Thank you for the opportunity to appear before you today to share my views on the challenges and opportunities facing U.S. Special Operations Forces (SOF).1
SOF have figured prominently in U.S. military operations since 2001 and have become central to the implementation of U.S. national defense strategy with respect to the war against violent Islamist extremism, which is likely to be increasingly fought indirectly and in countries with which the United States is not at war. During the unconventional war against the Taliban and al Qaeda in Afghanistan in Operation Enduring Freedom, SOF played a pivotal role by integrating U.S. precision air power with the operations of irregular Afghan opposition forces to achieve rapid regime change and eliminate al Qaeda’s primary sanctuary. Since the fall of the Taliban, SOF have played a critical role in training and advising elements of the Afghan National Army, providing personal security for senior Afghan officials, and capturing or killing scores of senior Taliban and al Qaeda leaders and lower-level operatives. They are now also actively engaged along the Afghanistan-Pakistan border and training elements of Pakistan’s Frontier Corps and Special Service Group.
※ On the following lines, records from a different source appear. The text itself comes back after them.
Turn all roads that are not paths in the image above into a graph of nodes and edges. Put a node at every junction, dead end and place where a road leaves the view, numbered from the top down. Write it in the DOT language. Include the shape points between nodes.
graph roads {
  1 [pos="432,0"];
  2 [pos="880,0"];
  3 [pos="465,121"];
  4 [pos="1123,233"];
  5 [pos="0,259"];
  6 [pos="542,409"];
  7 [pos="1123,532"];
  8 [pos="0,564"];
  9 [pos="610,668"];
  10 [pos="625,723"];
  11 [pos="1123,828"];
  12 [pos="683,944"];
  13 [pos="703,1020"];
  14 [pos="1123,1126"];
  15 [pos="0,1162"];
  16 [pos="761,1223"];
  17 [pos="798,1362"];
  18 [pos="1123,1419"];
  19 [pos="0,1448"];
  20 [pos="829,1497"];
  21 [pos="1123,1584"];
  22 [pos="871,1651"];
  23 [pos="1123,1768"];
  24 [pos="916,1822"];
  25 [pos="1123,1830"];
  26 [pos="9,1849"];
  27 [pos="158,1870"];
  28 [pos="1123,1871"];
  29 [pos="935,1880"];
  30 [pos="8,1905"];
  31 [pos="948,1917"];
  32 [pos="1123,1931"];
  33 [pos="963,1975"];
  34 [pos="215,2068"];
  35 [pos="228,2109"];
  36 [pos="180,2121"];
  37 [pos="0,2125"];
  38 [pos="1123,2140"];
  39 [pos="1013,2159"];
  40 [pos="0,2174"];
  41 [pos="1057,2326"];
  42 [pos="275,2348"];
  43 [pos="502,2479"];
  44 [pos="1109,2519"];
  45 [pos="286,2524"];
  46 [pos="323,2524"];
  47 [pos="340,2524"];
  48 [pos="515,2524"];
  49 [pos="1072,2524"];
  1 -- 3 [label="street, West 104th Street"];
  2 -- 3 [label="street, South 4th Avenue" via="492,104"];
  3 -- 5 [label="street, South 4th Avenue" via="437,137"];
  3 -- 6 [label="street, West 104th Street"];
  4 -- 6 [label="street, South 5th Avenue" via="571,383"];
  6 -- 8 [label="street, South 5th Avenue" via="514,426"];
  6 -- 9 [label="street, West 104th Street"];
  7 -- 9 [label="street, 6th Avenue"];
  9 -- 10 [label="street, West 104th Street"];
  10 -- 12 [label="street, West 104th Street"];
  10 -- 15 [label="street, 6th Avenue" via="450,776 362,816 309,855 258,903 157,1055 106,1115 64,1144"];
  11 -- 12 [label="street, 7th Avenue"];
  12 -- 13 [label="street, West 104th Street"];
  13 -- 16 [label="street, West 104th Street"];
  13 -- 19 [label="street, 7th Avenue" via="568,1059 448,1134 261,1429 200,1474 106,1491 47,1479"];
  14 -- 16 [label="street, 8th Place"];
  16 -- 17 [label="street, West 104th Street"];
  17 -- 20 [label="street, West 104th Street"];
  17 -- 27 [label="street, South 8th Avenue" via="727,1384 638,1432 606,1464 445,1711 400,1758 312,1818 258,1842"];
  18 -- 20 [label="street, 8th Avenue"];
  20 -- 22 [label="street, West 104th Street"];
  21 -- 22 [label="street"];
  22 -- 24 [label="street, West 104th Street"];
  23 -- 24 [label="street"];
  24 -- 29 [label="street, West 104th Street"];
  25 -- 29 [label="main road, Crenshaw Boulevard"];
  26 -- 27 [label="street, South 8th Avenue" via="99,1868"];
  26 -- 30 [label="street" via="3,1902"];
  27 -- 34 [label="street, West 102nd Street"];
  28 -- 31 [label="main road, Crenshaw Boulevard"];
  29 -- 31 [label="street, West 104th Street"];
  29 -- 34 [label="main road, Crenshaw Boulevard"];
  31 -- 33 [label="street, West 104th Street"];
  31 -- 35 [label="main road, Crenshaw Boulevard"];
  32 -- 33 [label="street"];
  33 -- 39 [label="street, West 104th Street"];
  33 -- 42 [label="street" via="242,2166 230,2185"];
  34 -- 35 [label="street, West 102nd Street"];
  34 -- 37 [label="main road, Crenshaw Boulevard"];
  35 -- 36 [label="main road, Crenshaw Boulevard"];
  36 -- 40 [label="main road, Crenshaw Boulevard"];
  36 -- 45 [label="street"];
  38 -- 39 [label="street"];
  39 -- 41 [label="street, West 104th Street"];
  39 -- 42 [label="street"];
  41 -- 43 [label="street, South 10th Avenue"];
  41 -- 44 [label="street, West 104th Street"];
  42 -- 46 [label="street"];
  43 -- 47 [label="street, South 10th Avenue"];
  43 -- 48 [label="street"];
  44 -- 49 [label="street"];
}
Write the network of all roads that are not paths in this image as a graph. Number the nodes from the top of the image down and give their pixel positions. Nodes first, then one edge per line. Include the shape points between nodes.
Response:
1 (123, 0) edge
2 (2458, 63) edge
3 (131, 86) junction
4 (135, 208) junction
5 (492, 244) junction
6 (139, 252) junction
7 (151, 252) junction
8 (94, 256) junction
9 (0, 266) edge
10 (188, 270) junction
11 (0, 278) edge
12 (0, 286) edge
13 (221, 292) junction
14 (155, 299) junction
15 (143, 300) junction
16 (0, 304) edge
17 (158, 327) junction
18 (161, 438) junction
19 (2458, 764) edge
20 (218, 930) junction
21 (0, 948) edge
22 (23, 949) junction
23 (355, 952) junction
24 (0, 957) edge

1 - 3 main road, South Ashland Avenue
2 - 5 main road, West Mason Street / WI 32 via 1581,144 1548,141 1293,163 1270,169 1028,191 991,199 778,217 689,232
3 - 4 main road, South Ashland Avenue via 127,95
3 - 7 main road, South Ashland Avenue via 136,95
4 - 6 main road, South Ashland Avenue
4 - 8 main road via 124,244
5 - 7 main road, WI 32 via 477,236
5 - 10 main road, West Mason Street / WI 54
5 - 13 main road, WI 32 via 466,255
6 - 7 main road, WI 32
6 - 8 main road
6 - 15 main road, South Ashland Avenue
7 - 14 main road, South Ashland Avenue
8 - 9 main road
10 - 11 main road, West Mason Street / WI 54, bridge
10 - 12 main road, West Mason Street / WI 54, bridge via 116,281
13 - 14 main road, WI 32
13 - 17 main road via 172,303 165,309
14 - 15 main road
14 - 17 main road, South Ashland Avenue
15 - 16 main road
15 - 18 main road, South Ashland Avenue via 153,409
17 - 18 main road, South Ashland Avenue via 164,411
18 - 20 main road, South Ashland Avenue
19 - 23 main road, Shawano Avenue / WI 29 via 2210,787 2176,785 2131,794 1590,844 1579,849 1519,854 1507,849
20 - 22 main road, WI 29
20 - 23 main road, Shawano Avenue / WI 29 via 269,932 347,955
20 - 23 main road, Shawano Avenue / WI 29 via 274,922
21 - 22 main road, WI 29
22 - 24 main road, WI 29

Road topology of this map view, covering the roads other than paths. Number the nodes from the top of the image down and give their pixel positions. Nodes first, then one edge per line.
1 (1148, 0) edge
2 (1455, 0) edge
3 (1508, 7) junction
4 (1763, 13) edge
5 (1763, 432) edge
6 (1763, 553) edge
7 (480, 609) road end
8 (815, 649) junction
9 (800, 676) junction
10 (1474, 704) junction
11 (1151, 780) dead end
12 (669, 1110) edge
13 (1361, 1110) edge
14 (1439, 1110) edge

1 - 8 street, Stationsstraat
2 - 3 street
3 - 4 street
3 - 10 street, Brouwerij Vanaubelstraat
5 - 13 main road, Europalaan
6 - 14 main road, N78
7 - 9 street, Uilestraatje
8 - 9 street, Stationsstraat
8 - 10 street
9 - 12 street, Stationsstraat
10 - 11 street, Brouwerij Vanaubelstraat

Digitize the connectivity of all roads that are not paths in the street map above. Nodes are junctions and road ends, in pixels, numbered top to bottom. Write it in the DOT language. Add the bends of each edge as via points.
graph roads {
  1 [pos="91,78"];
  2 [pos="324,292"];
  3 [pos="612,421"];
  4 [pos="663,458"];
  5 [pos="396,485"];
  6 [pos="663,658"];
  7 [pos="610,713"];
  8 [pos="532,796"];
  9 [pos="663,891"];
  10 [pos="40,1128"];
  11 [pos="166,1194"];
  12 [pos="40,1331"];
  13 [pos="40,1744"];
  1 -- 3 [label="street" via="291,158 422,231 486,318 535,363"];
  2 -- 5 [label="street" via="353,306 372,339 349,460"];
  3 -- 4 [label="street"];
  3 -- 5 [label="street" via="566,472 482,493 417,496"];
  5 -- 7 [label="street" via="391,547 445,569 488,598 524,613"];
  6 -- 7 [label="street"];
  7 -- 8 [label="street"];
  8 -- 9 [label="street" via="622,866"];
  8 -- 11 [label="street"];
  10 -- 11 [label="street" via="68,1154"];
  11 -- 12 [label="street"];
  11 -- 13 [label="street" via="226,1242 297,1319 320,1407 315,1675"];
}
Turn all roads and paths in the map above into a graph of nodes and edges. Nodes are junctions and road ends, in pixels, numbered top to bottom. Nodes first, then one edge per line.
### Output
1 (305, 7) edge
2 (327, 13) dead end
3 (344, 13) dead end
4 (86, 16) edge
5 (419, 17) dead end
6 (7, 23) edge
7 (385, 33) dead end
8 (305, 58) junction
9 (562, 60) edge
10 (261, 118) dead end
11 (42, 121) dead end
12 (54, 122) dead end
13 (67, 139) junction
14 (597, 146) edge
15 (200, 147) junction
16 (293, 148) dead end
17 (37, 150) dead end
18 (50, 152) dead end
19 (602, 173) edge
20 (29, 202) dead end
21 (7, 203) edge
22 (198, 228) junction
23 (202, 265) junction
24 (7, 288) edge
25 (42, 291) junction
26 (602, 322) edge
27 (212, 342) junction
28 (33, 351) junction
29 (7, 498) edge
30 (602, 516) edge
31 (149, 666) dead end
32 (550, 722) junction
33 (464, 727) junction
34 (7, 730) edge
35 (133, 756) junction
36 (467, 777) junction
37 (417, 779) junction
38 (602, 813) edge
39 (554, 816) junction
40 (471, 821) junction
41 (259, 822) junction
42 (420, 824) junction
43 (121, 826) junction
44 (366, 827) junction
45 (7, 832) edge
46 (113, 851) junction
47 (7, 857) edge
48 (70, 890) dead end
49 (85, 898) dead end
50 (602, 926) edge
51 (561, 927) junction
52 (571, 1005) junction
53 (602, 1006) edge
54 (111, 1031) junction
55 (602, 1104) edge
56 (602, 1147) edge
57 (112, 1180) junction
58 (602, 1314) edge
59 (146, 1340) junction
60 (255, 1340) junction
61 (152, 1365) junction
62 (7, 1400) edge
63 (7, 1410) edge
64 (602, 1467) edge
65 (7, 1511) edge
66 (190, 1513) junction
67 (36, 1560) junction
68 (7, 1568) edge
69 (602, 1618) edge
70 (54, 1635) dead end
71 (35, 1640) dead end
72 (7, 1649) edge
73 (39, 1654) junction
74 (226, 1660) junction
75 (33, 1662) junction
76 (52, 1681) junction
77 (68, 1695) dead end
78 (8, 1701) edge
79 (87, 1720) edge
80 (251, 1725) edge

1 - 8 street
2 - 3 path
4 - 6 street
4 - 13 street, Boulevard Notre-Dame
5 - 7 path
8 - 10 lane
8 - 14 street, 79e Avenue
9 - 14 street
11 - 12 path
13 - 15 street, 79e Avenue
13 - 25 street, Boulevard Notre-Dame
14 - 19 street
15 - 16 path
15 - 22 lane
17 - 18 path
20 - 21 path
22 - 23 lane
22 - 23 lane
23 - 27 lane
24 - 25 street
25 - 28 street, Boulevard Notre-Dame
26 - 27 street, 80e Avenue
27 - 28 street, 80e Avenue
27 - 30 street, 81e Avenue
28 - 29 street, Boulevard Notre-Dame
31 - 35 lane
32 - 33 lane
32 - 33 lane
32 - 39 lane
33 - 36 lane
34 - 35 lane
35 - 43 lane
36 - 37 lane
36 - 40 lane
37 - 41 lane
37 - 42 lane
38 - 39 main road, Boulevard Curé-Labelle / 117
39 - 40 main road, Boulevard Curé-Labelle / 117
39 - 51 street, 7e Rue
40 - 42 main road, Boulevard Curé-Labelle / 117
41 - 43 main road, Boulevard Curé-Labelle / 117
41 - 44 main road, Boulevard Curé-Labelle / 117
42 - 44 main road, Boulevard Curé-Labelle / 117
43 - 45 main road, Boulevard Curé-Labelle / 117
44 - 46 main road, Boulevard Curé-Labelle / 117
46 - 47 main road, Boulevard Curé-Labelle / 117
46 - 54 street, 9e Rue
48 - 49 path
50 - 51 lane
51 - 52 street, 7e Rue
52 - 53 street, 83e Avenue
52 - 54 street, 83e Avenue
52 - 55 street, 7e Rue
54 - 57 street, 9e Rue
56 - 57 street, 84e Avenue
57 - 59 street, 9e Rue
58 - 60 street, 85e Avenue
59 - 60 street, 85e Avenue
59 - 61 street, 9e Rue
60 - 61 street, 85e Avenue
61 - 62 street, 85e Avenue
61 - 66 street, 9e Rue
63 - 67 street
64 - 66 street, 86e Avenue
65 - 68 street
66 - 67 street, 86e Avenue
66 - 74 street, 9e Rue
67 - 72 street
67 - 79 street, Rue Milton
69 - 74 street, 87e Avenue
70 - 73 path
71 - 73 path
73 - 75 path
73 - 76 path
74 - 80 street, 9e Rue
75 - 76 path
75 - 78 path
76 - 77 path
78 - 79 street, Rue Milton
In the early phases of the war with Iraq, SOF again played a central role in a special operations-intensive campaign, providing the primary ground force element on two of three fronts, and performing a number of special reconnaissance, direct-action, and unconventional warfare missions in support of the conventional campaign. Over the past six years, they have been instrumental in training and advising Iraqi security forces, as well as in hunting down high-value al-Qaeda targets in Iraq. In the broader war against violent Islamist radicalism, to the extent their constrained capacity allows, SOF are building partner capacity, collecting intelligence, conducting counterterrorism operations and hunting high-value targets in multiple countries across several continents. In the Philippines, for example, SOF have led an indirect approach to counterinsurgency with great success. They have also sustained their key role in U.S. counternarcotics and counterinsurgency operations in Colombia and the Andean Ridge. The operations tempo currently being sustained by SOF is the highest in its history.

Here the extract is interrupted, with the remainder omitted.